Où manger du sijang udon et du kkoma gimbap en Corée ?

Cette fois, j'ai mangé à Eunhaeng-dong, à Daejeon. Un petit bunsikjip près du marché. Mais en fait, pour cette combinaison, pas besoin de chercher une adresse précise.

Quasiment tous les marchés traditionnels coréens en proposent. À Séoul, il y a le Gwangjang Market, le Namdaemun Market, le Tongin Market. À Busan, les stands de street food près du BIFF Square ou le marché de Seomyeon. À Daegu, le Seomun Market. Et en dehors de ces grands marchés, même les petits marchés de quartier ont toujours un stand de bunsik.

Et pas besoin d'un marché traditionnel non plus. N'importe où en Corée, si vous entrez dans un resto avec l'enseigne « bunsik », l'udon et le kkoma gimbap font quasiment toujours partie du menu de base. Même dans un boui-boui planqué au fond d'une ruelle. Pas besoin de chercher exprès, en marchant on finit par tomber dessus. C'est ça qui est bien avec cette cuisine de marché coréenne.

💡 Astuce voyage

Si vous demandez un « set » (menu combo), c'est souvent moins cher que de commander séparément. L'udon coûte entre 2 € et 3,50 €, le kkoma gimbap entre 1,50 € et 2,50 €. Les deux ensemble, ça ne dépasse pas 7 €.

Questions fréquentes sur le sijang udon et le kkoma gimbap

Q. L'udon de marché coréen, c'est épicé ?

Le bouillon en lui-même n'est pas épicé. C'est quand on ajoute la sauce d'assaisonnement que ça devient relevé — si on ne la met pas, c'est tout doux. Il suffit de dire « pas épicé s'il vous plaît » (an maepge haejuseyo).

Q. Il y a de la viande ou du poisson dans le kkoma gimbap ?
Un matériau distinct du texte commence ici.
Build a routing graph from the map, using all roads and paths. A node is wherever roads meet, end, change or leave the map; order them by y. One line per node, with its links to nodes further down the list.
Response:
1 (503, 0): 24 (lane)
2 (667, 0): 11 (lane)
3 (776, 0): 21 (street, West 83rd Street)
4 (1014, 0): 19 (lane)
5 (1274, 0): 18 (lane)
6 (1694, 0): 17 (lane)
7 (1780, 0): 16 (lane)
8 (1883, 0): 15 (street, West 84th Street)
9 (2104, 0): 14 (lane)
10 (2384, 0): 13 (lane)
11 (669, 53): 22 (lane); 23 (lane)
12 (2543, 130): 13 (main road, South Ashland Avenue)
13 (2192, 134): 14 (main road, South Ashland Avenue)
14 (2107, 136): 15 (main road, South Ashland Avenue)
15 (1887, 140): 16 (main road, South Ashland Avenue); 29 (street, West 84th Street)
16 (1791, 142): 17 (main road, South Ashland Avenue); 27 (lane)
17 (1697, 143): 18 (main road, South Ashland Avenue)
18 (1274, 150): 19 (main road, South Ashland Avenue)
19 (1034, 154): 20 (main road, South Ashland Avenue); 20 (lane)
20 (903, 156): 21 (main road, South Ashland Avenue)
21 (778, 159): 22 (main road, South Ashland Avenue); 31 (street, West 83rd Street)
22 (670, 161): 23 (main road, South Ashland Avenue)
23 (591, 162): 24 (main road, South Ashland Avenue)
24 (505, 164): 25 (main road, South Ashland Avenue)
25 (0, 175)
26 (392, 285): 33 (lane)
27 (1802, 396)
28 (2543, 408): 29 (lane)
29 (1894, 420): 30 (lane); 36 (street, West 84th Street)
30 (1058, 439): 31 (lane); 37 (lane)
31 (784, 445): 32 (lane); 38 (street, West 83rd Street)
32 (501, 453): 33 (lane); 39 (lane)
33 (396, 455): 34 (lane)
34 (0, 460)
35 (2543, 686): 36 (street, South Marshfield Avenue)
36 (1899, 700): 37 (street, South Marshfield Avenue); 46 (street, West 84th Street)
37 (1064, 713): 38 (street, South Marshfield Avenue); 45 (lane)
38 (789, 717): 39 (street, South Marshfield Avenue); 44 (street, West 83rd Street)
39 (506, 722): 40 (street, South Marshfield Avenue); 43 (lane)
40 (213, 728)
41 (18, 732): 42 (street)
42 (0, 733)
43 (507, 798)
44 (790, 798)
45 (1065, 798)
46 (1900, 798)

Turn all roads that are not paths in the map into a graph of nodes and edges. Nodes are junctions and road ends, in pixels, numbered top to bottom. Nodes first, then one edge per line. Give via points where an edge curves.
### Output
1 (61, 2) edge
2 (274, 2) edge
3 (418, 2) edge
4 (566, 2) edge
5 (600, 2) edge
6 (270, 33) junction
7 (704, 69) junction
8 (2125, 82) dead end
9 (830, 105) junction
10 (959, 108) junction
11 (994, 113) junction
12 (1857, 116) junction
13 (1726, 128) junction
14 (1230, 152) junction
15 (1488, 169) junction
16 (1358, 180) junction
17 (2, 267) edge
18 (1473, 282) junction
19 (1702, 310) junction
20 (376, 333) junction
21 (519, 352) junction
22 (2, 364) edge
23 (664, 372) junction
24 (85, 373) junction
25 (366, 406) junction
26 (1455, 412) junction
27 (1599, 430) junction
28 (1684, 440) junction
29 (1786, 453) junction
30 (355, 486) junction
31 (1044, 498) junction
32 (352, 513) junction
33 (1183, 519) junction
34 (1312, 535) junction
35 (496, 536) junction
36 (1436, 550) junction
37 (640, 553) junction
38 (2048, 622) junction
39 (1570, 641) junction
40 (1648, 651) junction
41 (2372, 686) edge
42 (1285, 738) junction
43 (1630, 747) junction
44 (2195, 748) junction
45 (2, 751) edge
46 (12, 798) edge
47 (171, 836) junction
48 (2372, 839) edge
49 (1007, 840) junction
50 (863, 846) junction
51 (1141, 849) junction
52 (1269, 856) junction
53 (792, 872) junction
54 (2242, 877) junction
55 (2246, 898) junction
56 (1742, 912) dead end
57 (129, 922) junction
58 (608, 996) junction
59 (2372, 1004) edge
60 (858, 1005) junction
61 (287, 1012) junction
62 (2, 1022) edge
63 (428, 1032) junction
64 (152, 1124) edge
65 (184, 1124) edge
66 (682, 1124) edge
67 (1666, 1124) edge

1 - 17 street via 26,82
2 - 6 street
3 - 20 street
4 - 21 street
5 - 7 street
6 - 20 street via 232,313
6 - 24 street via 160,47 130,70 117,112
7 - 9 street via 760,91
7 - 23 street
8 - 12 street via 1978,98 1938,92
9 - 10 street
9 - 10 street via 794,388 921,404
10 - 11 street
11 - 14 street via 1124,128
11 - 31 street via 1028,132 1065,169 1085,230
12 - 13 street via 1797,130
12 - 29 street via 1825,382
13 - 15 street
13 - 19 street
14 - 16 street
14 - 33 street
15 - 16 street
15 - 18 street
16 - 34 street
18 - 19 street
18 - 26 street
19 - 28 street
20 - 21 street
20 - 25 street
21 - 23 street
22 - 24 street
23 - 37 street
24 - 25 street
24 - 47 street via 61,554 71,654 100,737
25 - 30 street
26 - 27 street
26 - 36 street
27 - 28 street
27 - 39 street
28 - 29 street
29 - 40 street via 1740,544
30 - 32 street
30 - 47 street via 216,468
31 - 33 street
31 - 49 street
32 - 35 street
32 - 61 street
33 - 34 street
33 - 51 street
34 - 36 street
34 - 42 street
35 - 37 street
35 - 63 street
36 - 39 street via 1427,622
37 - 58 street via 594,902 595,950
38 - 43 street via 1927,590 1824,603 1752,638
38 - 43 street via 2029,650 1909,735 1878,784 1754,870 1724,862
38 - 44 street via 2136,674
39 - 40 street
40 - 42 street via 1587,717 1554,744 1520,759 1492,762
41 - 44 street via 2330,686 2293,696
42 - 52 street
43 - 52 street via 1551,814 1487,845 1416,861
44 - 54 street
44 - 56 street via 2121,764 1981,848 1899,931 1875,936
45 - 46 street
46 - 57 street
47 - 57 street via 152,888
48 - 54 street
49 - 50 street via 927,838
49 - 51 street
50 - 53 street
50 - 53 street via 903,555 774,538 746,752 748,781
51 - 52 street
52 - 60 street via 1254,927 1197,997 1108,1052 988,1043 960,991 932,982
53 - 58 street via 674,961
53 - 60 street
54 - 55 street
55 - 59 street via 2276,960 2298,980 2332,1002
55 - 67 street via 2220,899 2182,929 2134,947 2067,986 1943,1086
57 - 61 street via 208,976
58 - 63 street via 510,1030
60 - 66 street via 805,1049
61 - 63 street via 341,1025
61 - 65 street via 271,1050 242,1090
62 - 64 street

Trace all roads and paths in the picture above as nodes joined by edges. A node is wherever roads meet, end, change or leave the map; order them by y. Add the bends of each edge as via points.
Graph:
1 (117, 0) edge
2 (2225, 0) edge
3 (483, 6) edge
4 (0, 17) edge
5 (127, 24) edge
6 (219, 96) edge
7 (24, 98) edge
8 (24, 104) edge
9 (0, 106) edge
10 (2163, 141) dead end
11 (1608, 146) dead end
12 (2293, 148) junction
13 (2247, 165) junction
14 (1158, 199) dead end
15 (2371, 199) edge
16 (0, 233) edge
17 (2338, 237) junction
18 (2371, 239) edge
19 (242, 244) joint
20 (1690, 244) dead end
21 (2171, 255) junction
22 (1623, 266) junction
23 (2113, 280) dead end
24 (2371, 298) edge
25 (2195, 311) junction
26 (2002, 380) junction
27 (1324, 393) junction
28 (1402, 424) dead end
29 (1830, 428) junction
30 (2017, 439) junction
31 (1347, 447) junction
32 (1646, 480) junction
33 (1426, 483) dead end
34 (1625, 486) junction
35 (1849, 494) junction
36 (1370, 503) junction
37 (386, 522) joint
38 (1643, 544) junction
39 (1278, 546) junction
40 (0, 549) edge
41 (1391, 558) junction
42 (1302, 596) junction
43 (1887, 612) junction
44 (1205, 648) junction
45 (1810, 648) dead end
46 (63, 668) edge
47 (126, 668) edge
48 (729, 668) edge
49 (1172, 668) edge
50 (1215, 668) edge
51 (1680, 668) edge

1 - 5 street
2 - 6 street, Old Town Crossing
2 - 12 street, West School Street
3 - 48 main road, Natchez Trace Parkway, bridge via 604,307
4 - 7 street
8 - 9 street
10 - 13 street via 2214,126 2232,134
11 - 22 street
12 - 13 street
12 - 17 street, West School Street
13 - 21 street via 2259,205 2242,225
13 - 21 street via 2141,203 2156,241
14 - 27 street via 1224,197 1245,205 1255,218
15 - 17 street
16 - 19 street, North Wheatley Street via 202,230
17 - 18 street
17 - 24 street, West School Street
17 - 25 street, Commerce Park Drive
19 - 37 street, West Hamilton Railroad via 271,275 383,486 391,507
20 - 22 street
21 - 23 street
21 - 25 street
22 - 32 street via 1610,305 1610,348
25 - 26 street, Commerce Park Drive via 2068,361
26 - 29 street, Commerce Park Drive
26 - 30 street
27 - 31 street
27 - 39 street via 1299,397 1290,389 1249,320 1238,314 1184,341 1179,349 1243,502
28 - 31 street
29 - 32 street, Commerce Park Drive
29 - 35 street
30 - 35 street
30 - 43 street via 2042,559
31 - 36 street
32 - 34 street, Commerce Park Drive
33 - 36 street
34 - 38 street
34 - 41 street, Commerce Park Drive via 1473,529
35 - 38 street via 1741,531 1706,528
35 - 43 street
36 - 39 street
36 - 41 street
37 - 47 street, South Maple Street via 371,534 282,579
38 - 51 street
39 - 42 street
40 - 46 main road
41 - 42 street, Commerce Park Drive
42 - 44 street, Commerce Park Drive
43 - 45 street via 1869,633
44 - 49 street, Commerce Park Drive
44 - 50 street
La version de base contient carotte, épinard et danmuji (radis mariné), c'est à peu près tout. Pas de viande ni de poisson en général. Par contre, les ingrédients varient selon les restos, et le riz est assaisonné à l'huile de sésame, donc ce n'est pas forcément vegan. Si vous avez des allergies, demandez avant de commander.

Q. Ça coûte combien ?

L'udon entre 2 € et 3,50 €, le kkoma gimbap entre 1,50 € et 2,50 €. Les deux ensemble, ça ne dépasse pas 7 €.